Als gevolg van een aangenomen amendement heeft de raad besloten tot de volgende wijzigingen;
- In artikel 4 wordt onder lid 1 toegevoegd ‘(Gebouwde) voorzieningen die zien op het stallen van campers en/ of caravans’.
- In artikel 5 wordt onder lid 1 toegevoegd ‘(Gebouwde) voorzieningen die zien op het stallen van campers en/ of caravans’.
Verbeelding
- De verbeelding wordt zodanig aangepast dat het gehele terrein van het gasdrukmeet- en regelstation gelegen ten oosten van het pand aan de Bisschopsweg 33, inclusief hekwerk, onder de bestemming ‘gasdrukmeet- en regelstation’ komt te vallen.

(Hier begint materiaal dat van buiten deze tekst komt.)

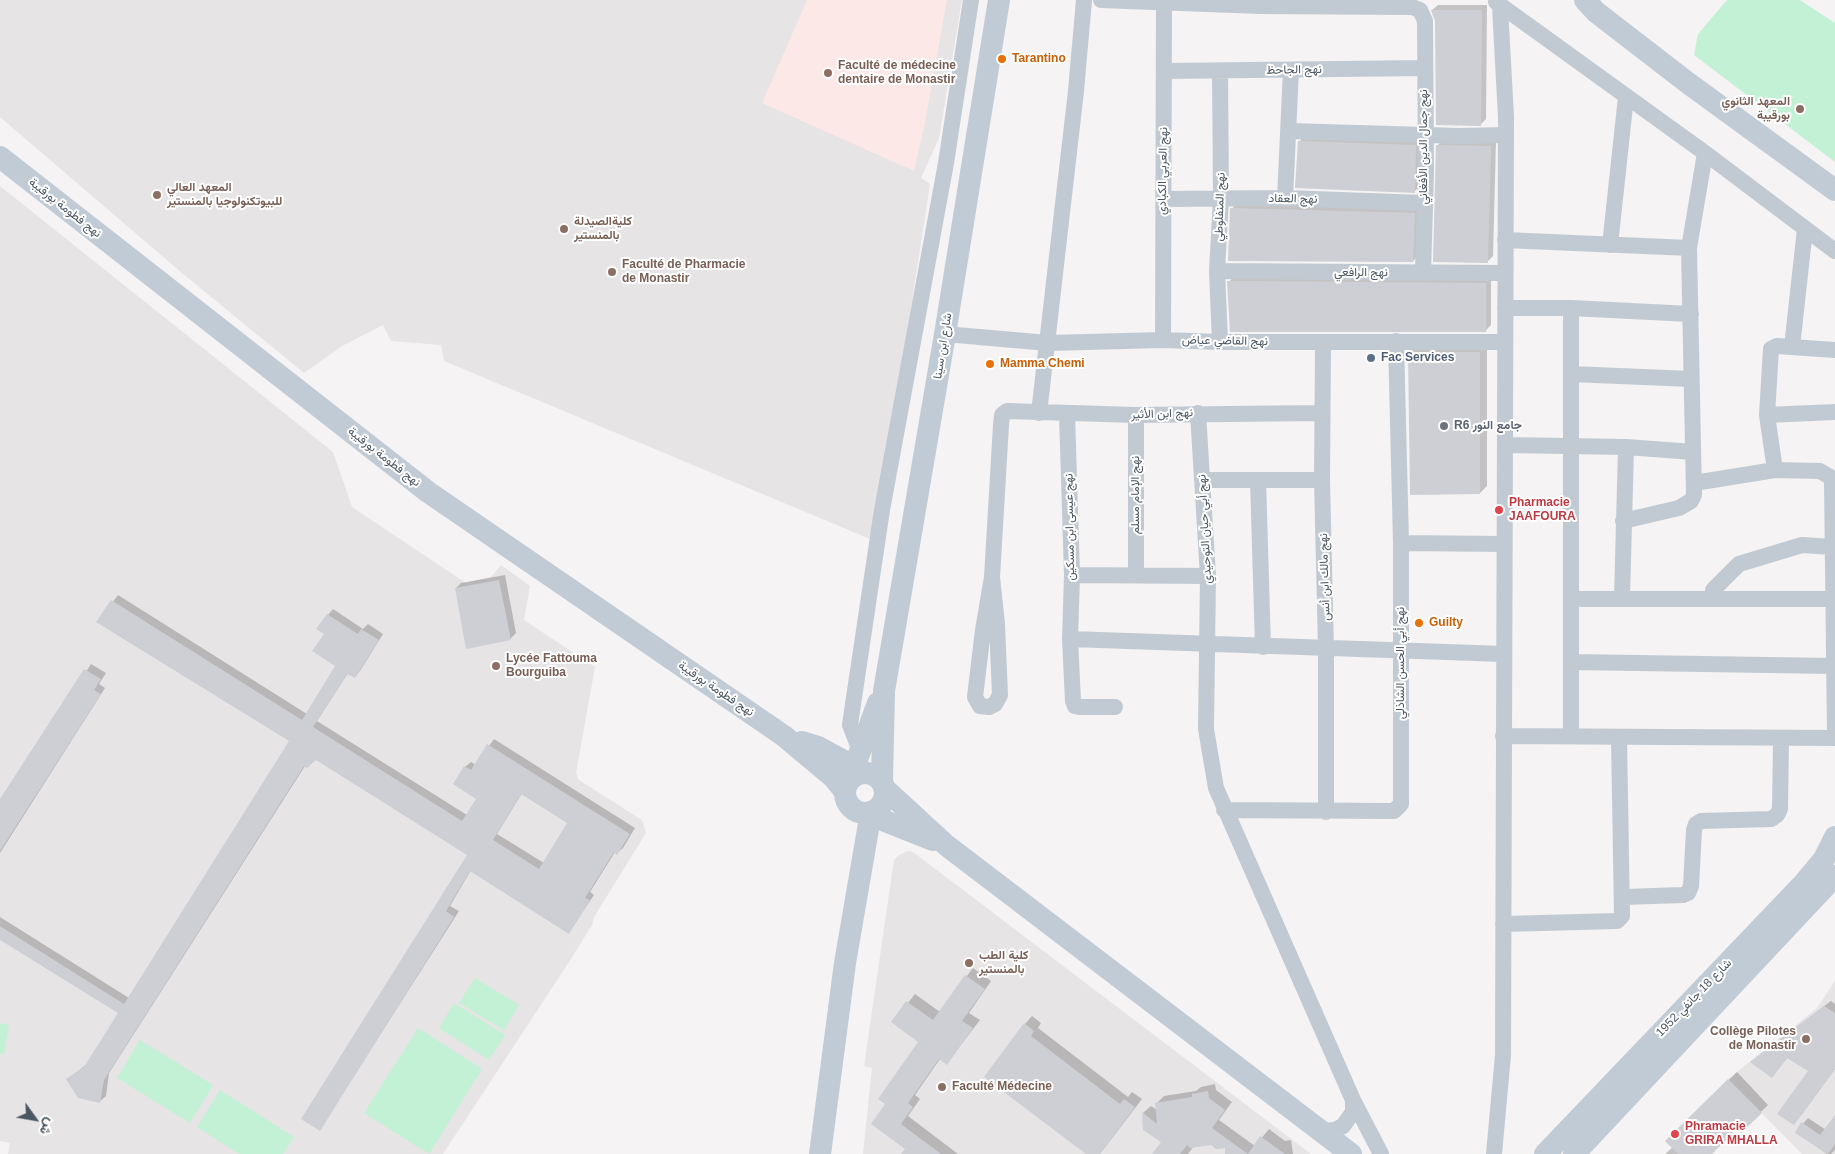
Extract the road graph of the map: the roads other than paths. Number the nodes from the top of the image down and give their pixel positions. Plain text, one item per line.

- Aanduiding ‘verkoop motorbrandstoffen zonder lpg’ aanpassen naar met lpg op Haarbrug-Zuid, conform aanvraag omgevingsvergunning tankstation op Haarbrug-Zuid.
- Aanduiding ‘vulpunt lpg’ aanbrengen binnen de bestemming ‘Natuur’, conform aanvraag omgevingsvergunning tankstation op Haarbrug-Zuid.
- Op de verbeelding is per abuis in het ontwerp bestemmingsplan op de Lorenzweg 12 de aanduiding ‘sportschool’ gelegd. Deze aanduiding zal worden verwijderd.
- Aan de Hooistreep 8 op Haarbrug-Zuid zal de aanduiding ‘opbaarfunctie’ worden aangebracht.
- De aanduiding ‘langzaam verkeer’ zal op de noordelijke zichtlocatie van Haarbrug-Zuid worden verbreed met 3 meter in zuidelijke richting.